Message-ID: <272@quintus.UUCP>
Date: 10 Aug 88 22:11:57 GMT
References: <613@etive.ed.ac.uk> <257@quintus.UUCP> <628@etive.ed.ac.uk>
Sender: news@quintus.UUCP
Reply-To: ok@quintus.UUCP (Richard A. O'Keefe)
Organization: Quintus Computer Systems, Inc.
Lines: 53
In article <628@etive.ed.ac.uk> jha@lfcs.ed.ac.uk (Jamie Andrews) writes:
>In article <257@quintus.UUCP> ok@quintus.UUCP (Richard A. O'Keefe) writes:
>>Um, "a random instance" doesn't mean a lot. What DISTRIBUTION do you
>>want? Are mazes with 500,000 cells to be as likely as ones with 5?
>
> This is essentially what I meant by wanting a weighting on
>the probability of picking a clause.
I see that I did not express myself plainly.
The point is that
-- simple distributions defined on clause selection may yield complicated
or unintuitive distributions on *results*
-- simple distributions on *results* may require complicated distributions
on clause selection
-- therefore obtaining the distribution one wants on results may
require at least as much ``programming'' to specify the elementary
choice probabilities as calling library routines would have involved.

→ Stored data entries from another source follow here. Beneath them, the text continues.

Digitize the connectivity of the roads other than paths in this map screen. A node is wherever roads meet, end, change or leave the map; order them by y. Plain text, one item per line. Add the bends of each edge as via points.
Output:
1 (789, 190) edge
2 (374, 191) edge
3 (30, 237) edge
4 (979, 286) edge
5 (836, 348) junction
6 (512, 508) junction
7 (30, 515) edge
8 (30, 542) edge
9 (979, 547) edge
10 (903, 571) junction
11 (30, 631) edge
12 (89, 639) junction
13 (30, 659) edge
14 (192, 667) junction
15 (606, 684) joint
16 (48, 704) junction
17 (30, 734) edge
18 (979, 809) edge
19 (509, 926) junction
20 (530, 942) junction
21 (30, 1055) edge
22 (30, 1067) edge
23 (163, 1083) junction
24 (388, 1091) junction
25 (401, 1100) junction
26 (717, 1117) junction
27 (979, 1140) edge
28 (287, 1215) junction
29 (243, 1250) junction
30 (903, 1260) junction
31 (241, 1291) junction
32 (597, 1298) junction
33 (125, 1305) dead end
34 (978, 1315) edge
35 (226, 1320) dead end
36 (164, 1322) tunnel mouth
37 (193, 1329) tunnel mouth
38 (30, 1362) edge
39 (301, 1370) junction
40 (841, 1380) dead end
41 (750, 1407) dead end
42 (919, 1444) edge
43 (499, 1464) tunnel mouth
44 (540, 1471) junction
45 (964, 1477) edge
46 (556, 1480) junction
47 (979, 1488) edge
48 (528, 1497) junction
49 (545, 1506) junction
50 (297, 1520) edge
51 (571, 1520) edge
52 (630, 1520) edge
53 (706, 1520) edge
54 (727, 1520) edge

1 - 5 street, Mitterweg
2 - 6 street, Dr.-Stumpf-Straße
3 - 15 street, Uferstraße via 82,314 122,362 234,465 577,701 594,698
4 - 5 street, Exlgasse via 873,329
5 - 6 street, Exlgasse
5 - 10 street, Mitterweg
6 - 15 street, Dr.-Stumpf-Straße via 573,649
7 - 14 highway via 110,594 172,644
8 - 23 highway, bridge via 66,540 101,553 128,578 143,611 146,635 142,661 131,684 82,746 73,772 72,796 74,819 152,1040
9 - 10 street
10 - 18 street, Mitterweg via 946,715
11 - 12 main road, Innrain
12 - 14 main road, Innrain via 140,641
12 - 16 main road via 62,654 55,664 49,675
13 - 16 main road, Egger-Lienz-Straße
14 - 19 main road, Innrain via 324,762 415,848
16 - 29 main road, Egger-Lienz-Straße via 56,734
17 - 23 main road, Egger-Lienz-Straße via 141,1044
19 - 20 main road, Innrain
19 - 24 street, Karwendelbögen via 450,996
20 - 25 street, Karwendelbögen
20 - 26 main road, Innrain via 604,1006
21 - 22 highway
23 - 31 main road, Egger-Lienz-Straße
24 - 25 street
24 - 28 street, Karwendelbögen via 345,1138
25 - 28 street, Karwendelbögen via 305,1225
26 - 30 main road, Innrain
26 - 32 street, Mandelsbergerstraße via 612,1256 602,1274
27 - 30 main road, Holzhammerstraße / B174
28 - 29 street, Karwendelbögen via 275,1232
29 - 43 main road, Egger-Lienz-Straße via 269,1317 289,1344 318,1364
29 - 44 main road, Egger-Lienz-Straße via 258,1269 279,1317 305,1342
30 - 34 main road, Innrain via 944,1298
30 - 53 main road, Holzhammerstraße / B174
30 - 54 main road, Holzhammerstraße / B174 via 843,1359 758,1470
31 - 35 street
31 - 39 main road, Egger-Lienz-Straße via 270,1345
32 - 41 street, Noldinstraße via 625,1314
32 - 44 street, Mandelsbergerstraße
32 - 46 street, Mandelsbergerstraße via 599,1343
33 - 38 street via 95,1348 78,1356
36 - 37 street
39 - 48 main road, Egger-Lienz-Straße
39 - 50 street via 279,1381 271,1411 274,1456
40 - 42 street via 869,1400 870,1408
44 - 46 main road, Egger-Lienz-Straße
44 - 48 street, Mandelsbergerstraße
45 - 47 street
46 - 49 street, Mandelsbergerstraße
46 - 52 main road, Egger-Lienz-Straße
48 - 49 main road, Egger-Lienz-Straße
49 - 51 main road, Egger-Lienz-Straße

To try to make this clearer, let's consider just about the simplest
possible example. Let's have a version of member/2 which tries its
clauses in a randomly chosen order so that each element has an equal
chance of being chosen first. (To keep things simple, assume that
the list argument is ground and the element argument unbound.)
membof(L, X) :- L = [X|_].
membof(L, X) :- L = [_|T], membof(T, X).
where the idea is that with probability prob1 we try the first clause,
then the second clause, or with probability prob2=1-prob1 we try the
second clause, then the first clause.
THERE IS NO FIXED NUMBER prob1 WHICH WILL YIELD THE DESIRED RESULT.
We have to *compute* prob1 from the arguments. Specifically,
prob1=1/length(L). Now, if we just plug that formula in, and write
membof(L, X) :< 1/length(L) >- L = [X|_].
membof(L, X) :<1-1/length(L)>- L = [_|T], membof(T, X).
then we're doing a huge amount of extra work. It would be a VERY
clever compiler (able to prove theorems in probability theory) which
could optimise this. We could do it ourselves, producing
membof(L, X) :-
length(L, N),
N > 0,
membof(L, N, X).
membof(L, N, X) :< 1/N >, L = [X|_].
membof(L, N, X) :<1-1/N>, L = [_|T], M is N-1, membof(T, M, X).
By the time you have done this much programming, you find that the
built-in randomising has helped you very little.